Each additional action in the 2020s has been scaled back according the following factors:

  • Nature based solutions (incl. Carbon removals): Assumed 10-15% of action is already covered in NDCs
  • Decarbonising the power sector: Assumed 20-30% of action is already covered in NDCs
  • Decarbonising road transport: Assumed 10-15% of action is already covered in NDCs
  • Supply-side decarbonisation in other sectors: Assumed 5% of action is already covered in NDCs
  • Energy and resource efficiency: Assumed 10-15% of action is already covered in NDCs

[3] Russia and Iran are large methane emitters given their gas production and reliance on very old, leaky gas transmission infrastructure. China is the world’s number one CH4 emitter, owing to its rice paddies and coal mines. The US is also a large methane emitter, and a 30% reduction in US methane emissions would reduce CH4 emissions by around 9 Mt. Whilst no explicit detail on methane reductions was included in the US’s April NDC, further details have recently been stated in the recent Long-term Strategy Methane Emissions Reduction Action Plan, suggesting a reduction of up to 8 MtCH4 could be possible by 2030. The ETC’s original estimate suggested that 48 MtCH4 of emissions reductions could occur in addition to NDCs. We have revised this estimate down to 34 MtCH4 reflecting that methane strategies in the EU, US and Canada have a high level of overlap with NDCs (in line with analysis by the Climate Action Tracker). These countries would account for 14 MtCH4 of the emissions reductions under the Global Methane Pledge.

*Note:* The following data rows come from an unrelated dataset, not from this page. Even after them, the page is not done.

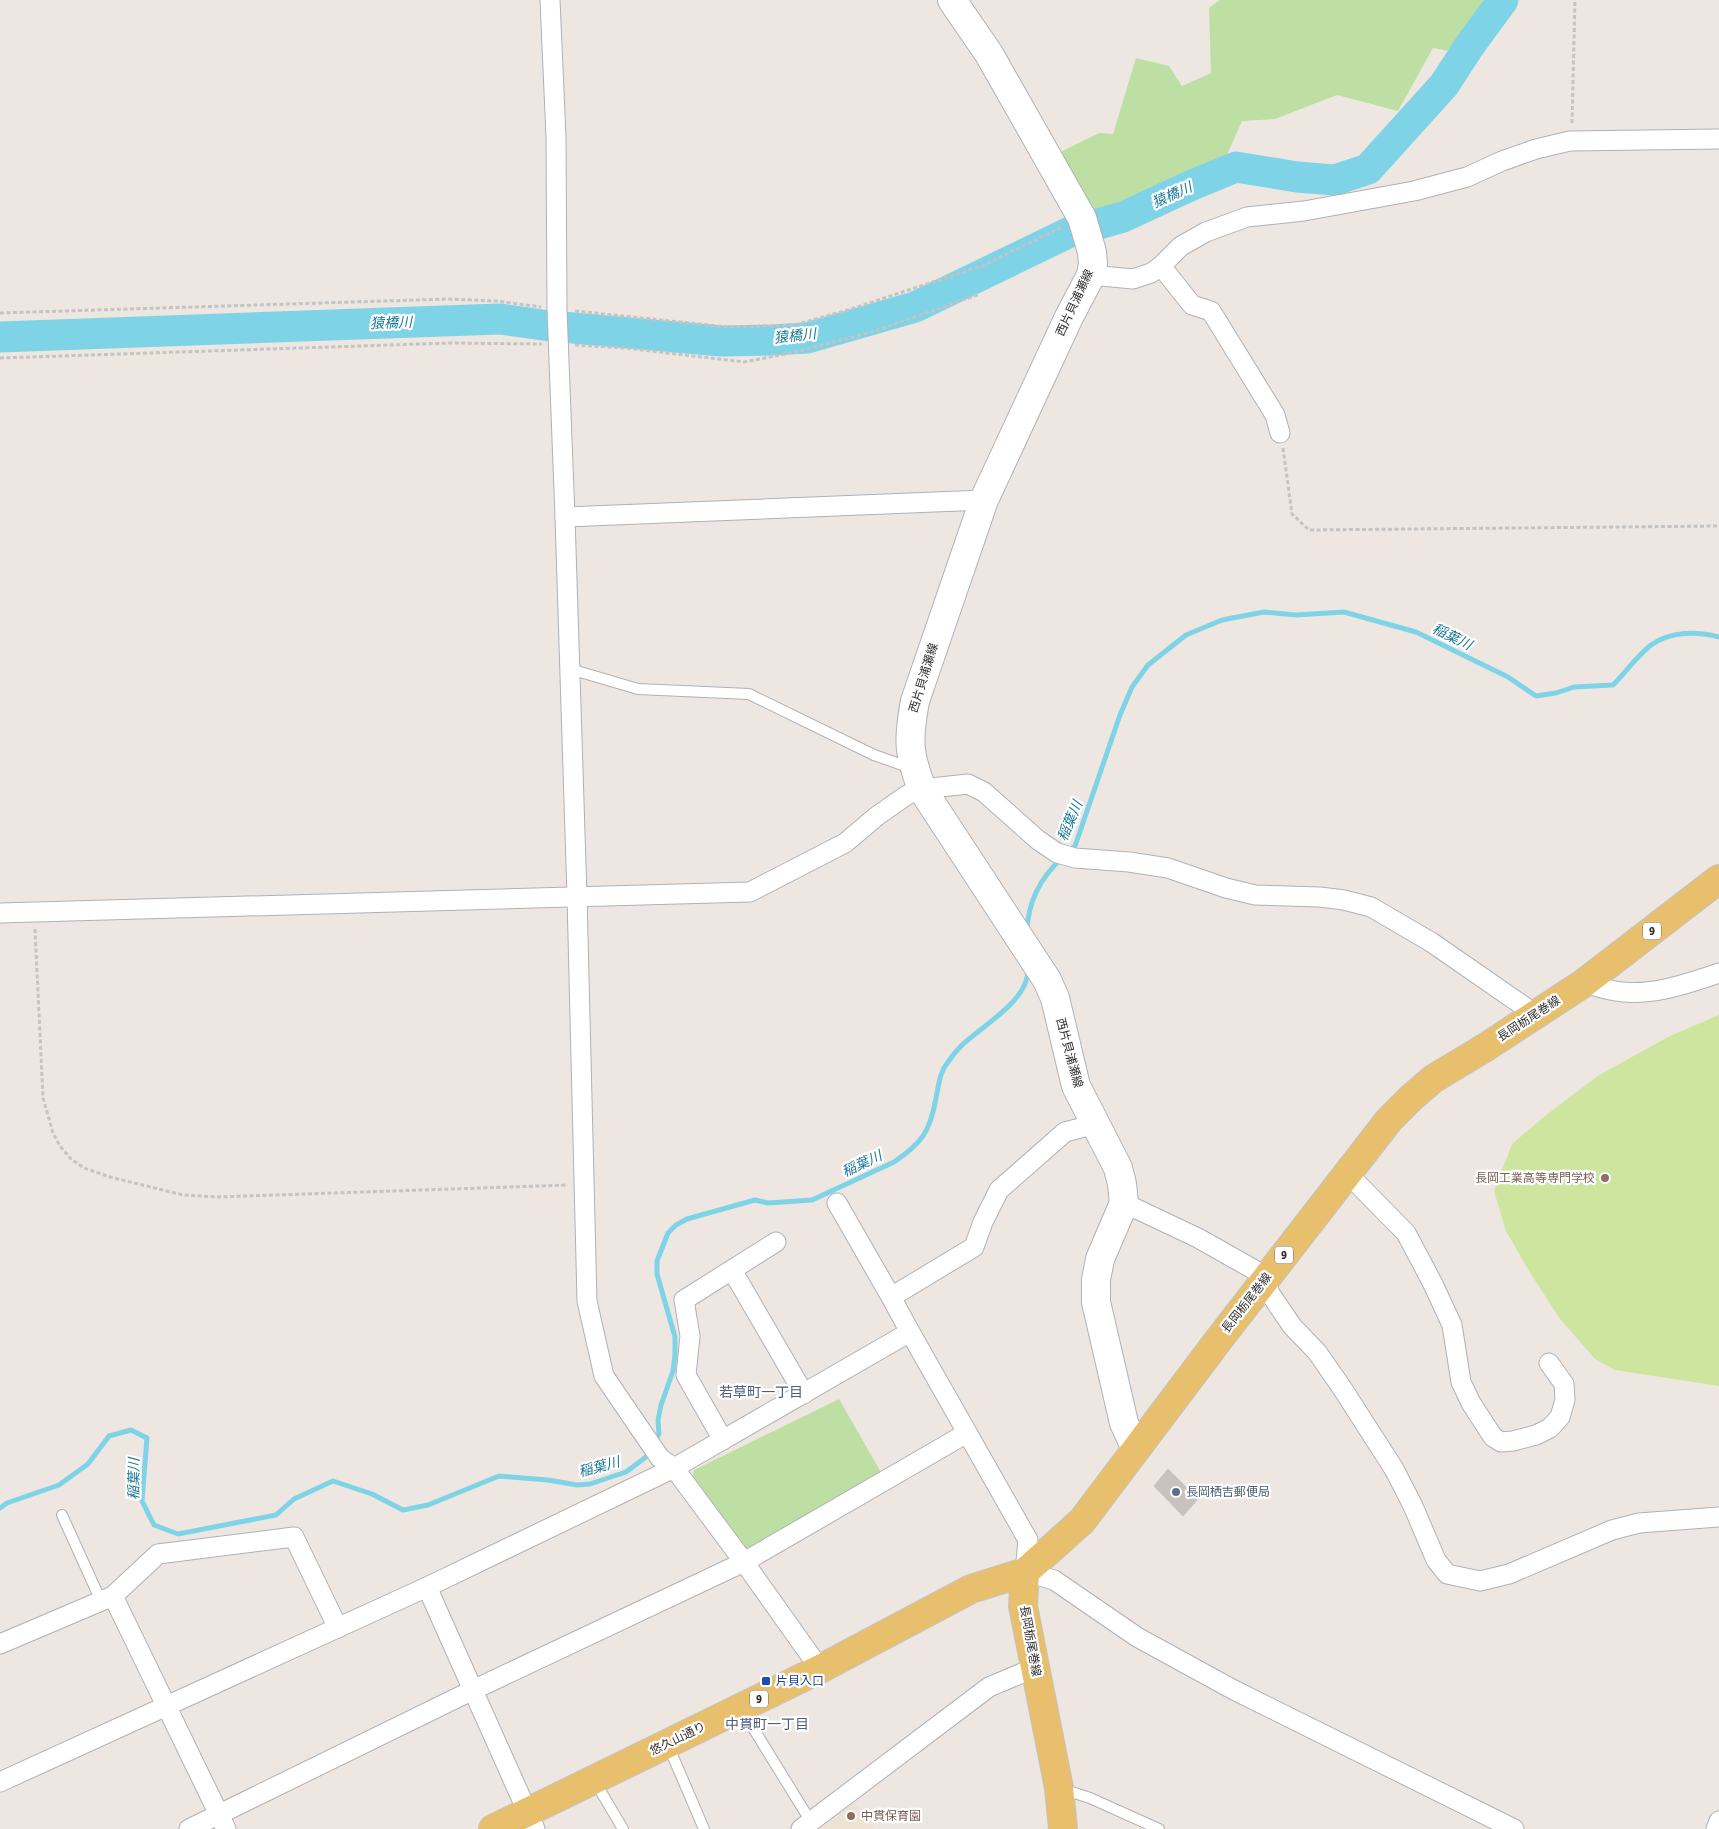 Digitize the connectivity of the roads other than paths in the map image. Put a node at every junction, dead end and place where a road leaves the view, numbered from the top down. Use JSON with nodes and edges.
{"nodes":[{"id":1,"x":550,"y":0,"type":"edge"},
{"id":2,"x":952,"y":0,"type":"edge"},
{"id":3,"x":1719,"y":139,"type":"edge"},
{"id":4,"x":1160,"y":266,"type":"junction"},
{"id":5,"x":1091,"y":275,"type":"junction"},
{"id":6,"x":1280,"y":433,"type":"road end"},
{"id":7,"x":984,"y":500,"type":"junction"},
{"id":8,"x":565,"y":517,"type":"junction"},
{"id":9,"x":570,"y":669,"type":"junction"},
{"id":10,"x":918,"y":779,"type":"junction"},
{"id":11,"x":1719,"y":879,"type":"edge"},
{"id":12,"x":577,"y":896,"type":"junction"},
{"id":13,"x":0,"y":913,"type":"edge"},
{"id":14,"x":1719,"y":973,"type":"edge"},
{"id":15,"x":1584,"y":984,"type":"junction"},
{"id":16,"x":1535,"y":1014,"type":"junction"},
{"id":17,"x":1096,"y":1124,"type":"junction"},
{"id":18,"x":1348,"y":1174,"type":"junction"},
{"id":19,"x":837,"y":1203,"type":"dead end"},
{"id":20,"x":1124,"y":1203,"type":"junction"},
{"id":21,"x":776,"y":1242,"type":"dead end"},
{"id":22,"x":732,"y":1270,"type":"junction"},
{"id":23,"x":1267,"y":1277,"type":"junction"},
{"id":24,"x":891,"y":1297,"type":"junction"},
{"id":25,"x":910,"y":1332,"type":"junction"},
{"id":26,"x":1549,"y":1364,"type":"dead end"},
{"id":27,"x":804,"y":1394,"type":"junction"},
{"id":28,"x":967,"y":1433,"type":"junction"},
{"id":29,"x":723,"y":1440,"type":"junction"},
{"id":30,"x":1136,"y":1450,"type":"junction"},
{"id":31,"x":667,"y":1463,"type":"junction"},
{"id":32,"x":62,"y":1515,"type":"dead end"},
{"id":33,"x":1719,"y":1517,"type":"edge"},
{"id":34,"x":744,"y":1562,"type":"junction"},
{"id":35,"x":1025,"y":1572,"type":"junction"},
{"id":36,"x":427,"y":1588,"type":"junction"},
{"id":37,"x":107,"y":1598,"type":"junction"},
{"id":38,"x":338,"y":1628,"type":"junction"},
{"id":39,"x":0,"y":1644,"type":"edge"},
{"id":40,"x":1034,"y":1668,"type":"junction"},
{"id":41,"x":820,"y":1669,"type":"junction"},
{"id":42,"x":473,"y":1690,"type":"junction"},
{"id":43,"x":166,"y":1706,"type":"junction"},
{"id":44,"x":741,"y":1708,"type":"junction"},
{"id":45,"x":668,"y":1744,"type":"junction"},
{"id":46,"x":593,"y":1780,"type":"junction"},
{"id":47,"x":0,"y":1782,"type":"edge"},
{"id":48,"x":1059,"y":1788,"type":"junction"},
{"id":49,"x":532,"y":1820,"type":"edge"},
{"id":50,"x":1719,"y":1821,"type":"edge"},
{"id":51,"x":223,"y":1822,"type":"edge"},
{"id":52,"x":806,"y":1825,"type":"edge"},
{"id":53,"x":189,"y":1829,"type":"edge"},
{"id":54,"x":493,"y":1829,"type":"edge"},
{"id":55,"x":623,"y":1829,"type":"edge"},
{"id":56,"x":704,"y":1829,"type":"edge"},
{"id":57,"x":1063,"y":1829,"type":"edge"},
{"id":58,"x":1159,"y":1829,"type":"edge"},
{"id":59,"x":1514,"y":1829,"type":"edge"},
{"id":60,"x":1716,"y":1829,"type":"edge"}],
"edges":[{"from":1,"to":8,"type":"street"},
{"from":2,"to":5,"type":"main road","name":"西片貝浦瀬線"},
{"from":3,"to":4,"type":"street"},
{"from":4,"to":5,"type":"street"},
{"from":4,"to":6,"type":"street"},
{"from":5,"to":7,"type":"main road","name":"西片貝浦瀬線"},
{"from":7,"to":8,"type":"street"},
{"from":7,"to":10,"type":"main road","name":"西片貝浦瀬線"},
{"from":8,"to":9,"type":"street"},
{"from":9,"to":10,"type":"lane"},
{"from":9,"to":12,"type":"street"},
{"from":10,"to":12,"type":"street"},
{"from":10,"to":16,"type":"street"},
{"from":10,"to":17,"type":"main road","name":"西片貝浦瀬線"},
{"from":11,"to":15,"type":"main road","name":"長岡栃尾巻線","number":"9"},
{"from":12,"to":13,"type":"street"},
{"from":12,"to":31,"type":"street"},
{"from":14,"to":15,"type":"street"},
{"from":15,"to":16,"type":"main road","name":"長岡栃尾巻線","number":"9"},
{"from":16,"to":18,"type":"main road","name":"長岡栃尾巻線","number":"9"},
{"from":17,"to":20,"type":"main road","name":"西片貝浦瀬線"},
{"from":17,"to":24,"type":"street"},
{"from":18,"to":23,"type":"main road","name":"長岡栃尾巻線","number":"9"},
{"from":18,"to":26,"type":"street"},
{"from":19,"to":24,"type":"street"},
{"from":20,"to":23,"type":"street"},
{"from":20,"to":30,"type":"main road"},
{"from":21,"to":22,"type":"street"},
{"from":22,"to":27,"type":"street"},
{"from":22,"to":29,"type":"street"},
{"from":23,"to":30,"type":"main road","name":"長岡栃尾巻線","number":"9"},
{"from":23,"to":33,"type":"street"},
{"from":24,"to":25,"type":"street"},
{"from":25,"to":27,"type":"street"},
{"from":25,"to":28,"type":"street"},
{"from":27,"to":29,"type":"street"},
{"from":28,"to":34,"type":"street"},
{"from":28,"to":35,"type":"street"},
{"from":29,"to":31,"type":"street"},
{"from":30,"to":35,"type":"main road","name":"長岡栃尾巻線","number":"9"},
{"from":31,"to":34,"type":"street"},
{"from":31,"to":36,"type":"street"},
{"from":32,"to":37,"type":"lane"},
{"from":34,"to":41,"type":"street"},
{"from":34,"to":42,"type":"street"},
{"from":35,"to":40,"type":"main road","name":"長岡栃尾巻線"},
{"from":35,"to":41,"type":"main road","name":"悠久山通り","number":"9"},
{"from":35,"to":59,"type":"street"},
{"from":36,"to":38,"type":"street"},
{"from":36,"to":42,"type":"street"},
{"from":37,"to":38,"type":"street"},
{"from":37,"to":39,"type":"street"},
{"from":37,"to":43,"type":"street"},
{"from":38,"to":43,"type":"street"},
{"from":40,"to":48,"type":"main road","name":"長岡栃尾巻線"},
{"from":40,"to":52,"type":"street"},
{"from":41,"to":44,"type":"main road","name":"悠久山通り","number":"9"},
{"from":42,"to":49,"type":"street"},
{"from":42,"to":51,"type":"street"},
{"from":43,"to":47,"type":"street"},
{"from":43,"to":51,"type":"street"},
{"from":44,"to":45,"type":"main road","name":"悠久山通り","number":"9"},
{"from":44,"to":52,"type":"lane"},
{"from":45,"to":46,"type":"main road","name":"悠久山通り","number":"9"},
{"from":45,"to":56,"type":"lane"},
{"from":46,"to":49,"type":"main road","name":"悠久山通り","number":"9"},
{"from":46,"to":55,"type":"lane"},
{"from":48,"to":57,"type":"main road","name":"長岡栃尾巻線"},
{"from":48,"to":58,"type":"lane"},
{"from":49,"to":54,"type":"main road","name":"悠久山通り","number":"9"},
{"from":50,"to":60,"type":"street"},
{"from":51,"to":53,"type":"street"}]}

[4] Forests, Agriculture and Commodity Trade dialogue. See: https://ukcop26.org/forests-agriculture-and-commodity-trade-a-roadmap-for-action/.

[5] Of this, avoiding deforestation in Brazil and Indonesia account for around 0.8 GtCO2/year and 0.5 GtCO2/year respectively. CAT estimates suggest NDCs in these countries account for, at most, up to 0.2 GtCO2/year of emissions reductions. Separately, CAT estimate the impact of this pledge to be just 1.1 GtCO2/year in 2030. The main differences between our estimate and CAT’s is that CAT exclude emissions reductions from countries that previously signed the 2014 New York Declaration on Forests, and also exclude Indonesia, where there has been uncertainty around whether Indonesia reversed its commitment to the FLU declaration.

[6] The Race to Zero campaign aims to accelerate private sector action on climate. Each Race to Zero breakthrough is gaining agreement on ‘Breakthrough ambitions’ from a critical mass of companies in each sector. These ambitions are expected to scale over time, in order to achieve longer-term outcomes (2030 targets) and goals (beyond 2030). So far ‘breakthrough ambition’ has been achieved in 17 sectors, with more announcements expected soon. Where the Race to Zero breakthroughs overlap with the ETC’s analysis, we were able to estimate the impact of the agreed ‘breakthrough ambitions’, based on the assumption that the agreed ambitions – announced by ~20% of companies within specific sectors – are able to lead to the suggested outcomes in 2030.

[7] Although South Africa didn’t sign up to the Coal-to-Clean transition statement, the start of its phase-out supported by several western states was announced in week one of COP26, highlighting the importance of climate finance in delivering an early exit from coal (as noted in the Keeping 1.5C Alive report).

[8] An earlier version of this note estimate emissions reductions from the power sector at 1.2 GtCO2/year and road transport at 1.5 GtCO2/year. We have scaled back both of these estimates to account for overlap between these initiatives and CAT’s latest assessment of NDCs.

[9] This includes commitments from companies in key sectors that will deliver emissions reductions announced before Glasgow, but which were not considered as part of the Energy Transition’s analysis in September estimating a 22 GtCO2 gap. This reflects that changes in the real economy are accelerating action on climate change beyond country NDCs.